Наконец-то! «Широкий канал»... Ну конечно же, это знаменитые, традиционные марсианские каналы. А картина, которую видел в хрустальном яйце старик, — кусочек далекого Марса...
Несколькими днями позже, пристально рассматривая открывшуюся перед ним местность, мистер Кэйв вдруг обнаружил, что вдоль фасада здания «шла широкая, необычайно длинная терраса; посредине ее, на равном расстоянии одна от другой, высились огромные, но очень стройные мачты, к верхушкам которых были прикреплены маленькие блестящие предметы, отражающие лучи клонившегося к закату солнца...» Кэйв не успел по-настоящему и поразмыслить об этих странных мачтах, как новое чудо потрясло его: он увидел чье-то лицо, вернее — огромные глаза. Старику показалось, что только хрусталь отделяет его от этих больших пытливых глаз...

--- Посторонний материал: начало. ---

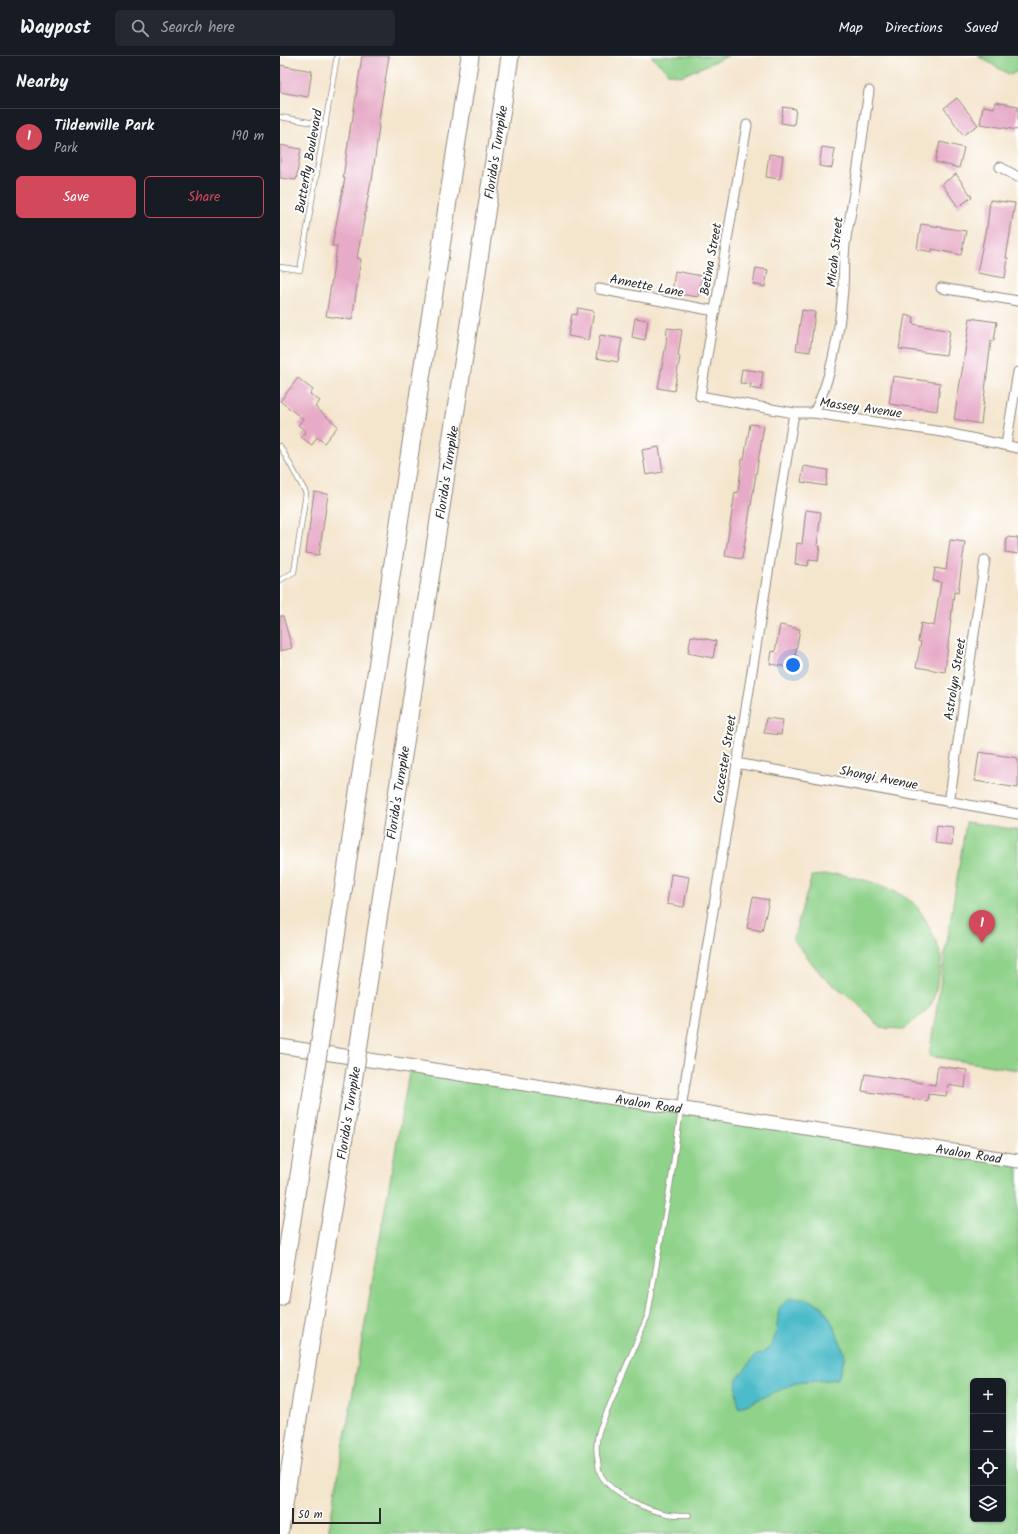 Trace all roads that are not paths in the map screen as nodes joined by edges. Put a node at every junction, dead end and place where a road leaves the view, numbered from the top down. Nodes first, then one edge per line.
1 (337, 56) edge
2 (470, 56) edge
3 (510, 56) edge
4 (869, 91) dead end
5 (280, 117) edge
6 (326, 125) junction
7 (747, 125) dead end
8 (1000, 167) dead end
9 (1018, 177) edge
10 (280, 267) edge
11 (599, 288) dead end
12 (941, 288) dead end
13 (1018, 301) edge
14 (715, 311) junction
15 (1018, 372) edge
16 (700, 396) joint
17 (814, 413) junction
18 (794, 414) junction
19 (1006, 445) junction
20 (280, 446) edge
21 (1018, 448) edge
22 (986, 560) dead end
23 (280, 580) edge
24 (736, 763) junction
25 (949, 803) junction
26 (1018, 814) edge
27 (280, 1046) edge
28 (681, 1108) junction
29 (1018, 1161) edge
30 (280, 1297) edge
31 (690, 1515) dead end
32 (280, 1529) edge

1 - 6 lane, Butterfly Boulevard
2 - 30 highway, bridge
3 - 32 highway, Florida's Turnpike, bridge
4 - 17 street, Micah Street
5 - 6 lane
6 - 10 lane, Butterfly Boulevard
7 - 14 street, Betina Street
8 - 9 street
11 - 14 street, Annette Lane
12 - 13 street
14 - 16 street, Betina Street
15 - 19 street
16 - 18 street, Massey Avenue
17 - 18 street, Massey Avenue
17 - 19 street, Massey Avenue
18 - 24 street, Coscester Street
19 - 21 street, Massey Avenue
20 - 23 lane
22 - 25 street, Astrolyn Street
24 - 25 street, Shongi Avenue
24 - 28 street, Coscester Street
25 - 26 street, Shongi Avenue
27 - 28 main road, Avalon Road
28 - 29 main road, Avalon Road
28 - 31 lane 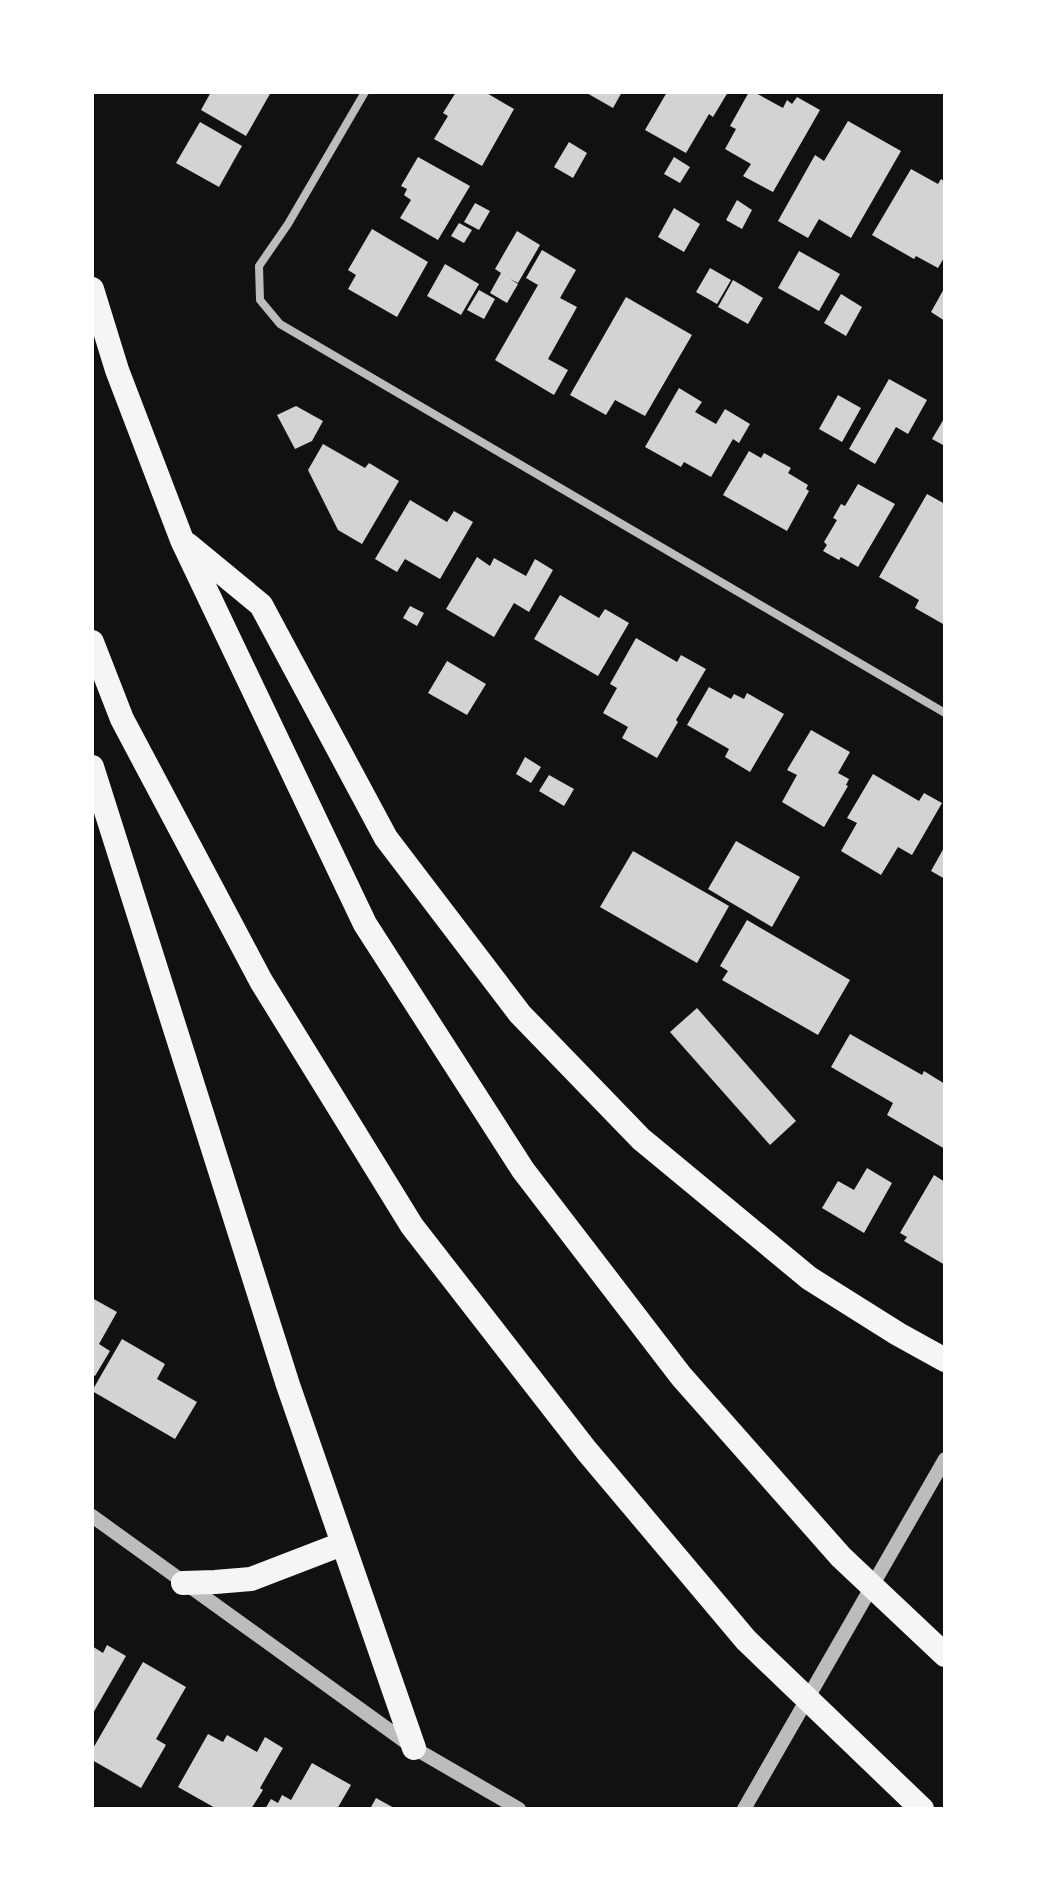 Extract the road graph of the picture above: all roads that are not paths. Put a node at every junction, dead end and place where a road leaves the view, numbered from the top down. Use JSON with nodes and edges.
{"nodes":[{"id":1,"x":365,"y":92,"type":"edge"},
{"id":2,"x":92,"y":289,"type":"edge"},
{"id":3,"x":182,"y":540,"type":"junction"},
{"id":4,"x":92,"y":642,"type":"edge"},
{"id":5,"x":945,"y":713,"type":"edge"},
{"id":6,"x":92,"y":767,"type":"edge"},
{"id":7,"x":945,"y":1360,"type":"edge"},
{"id":8,"x":945,"y":1459,"type":"edge"},
{"id":9,"x":92,"y":1516,"type":"edge"},
{"id":10,"x":342,"y":1544,"type":"junction"},
{"id":11,"x":183,"y":1583,"type":"junction"},
{"id":12,"x":945,"y":1655,"type":"edge"},
{"id":13,"x":414,"y":1748,"type":"junction"},
{"id":14,"x":519,"y":1809,"type":"edge"},
{"id":15,"x":744,"y":1809,"type":"edge"},
{"id":16,"x":922,"y":1809,"type":"edge"}],
"edges":[{"from":1,"to":5,"type":"street"},
{"from":2,"to":3,"type":"highway"},
{"from":3,"to":7,"type":"highway"},
{"from":3,"to":12,"type":"highway"},
{"from":4,"to":16,"type":"highway"},
{"from":6,"to":10,"type":"highway"},
{"from":8,"to":15,"type":"street"},
{"from":9,"to":11,"type":"street"},
{"from":10,"to":11,"type":"highway"},
{"from":10,"to":13,"type":"highway"},
{"from":11,"to":13,"type":"street"},
{"from":13,"to":14,"type":"street"}]}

Однажды, когда видимость была особенно хорошей, Кэйв сумел рассмотреть предмет, сверкавший на одной из мачт. Вы, наверно, догадались, что предметом этим было хрустальное яйцо, точно такое же, каким обладал сам хозяин лавки. Первое время не подозревавшие, что за ними следят, марсиане поднимались на мачту и подолгу смотрели в хрустальное яйцо. Некоторые из них перелетали от мачты к мачте, словно неудовлетворенные открывавшимся им зрелищем. Как-то мистер Кэйв попытался даже привлечь внимание одного из обитателей далекого мира: он вплотную приблизился к хрусталю, крикнул и отскочил. Но когда он вновь заглянул в яйцо, марсианина уже не было...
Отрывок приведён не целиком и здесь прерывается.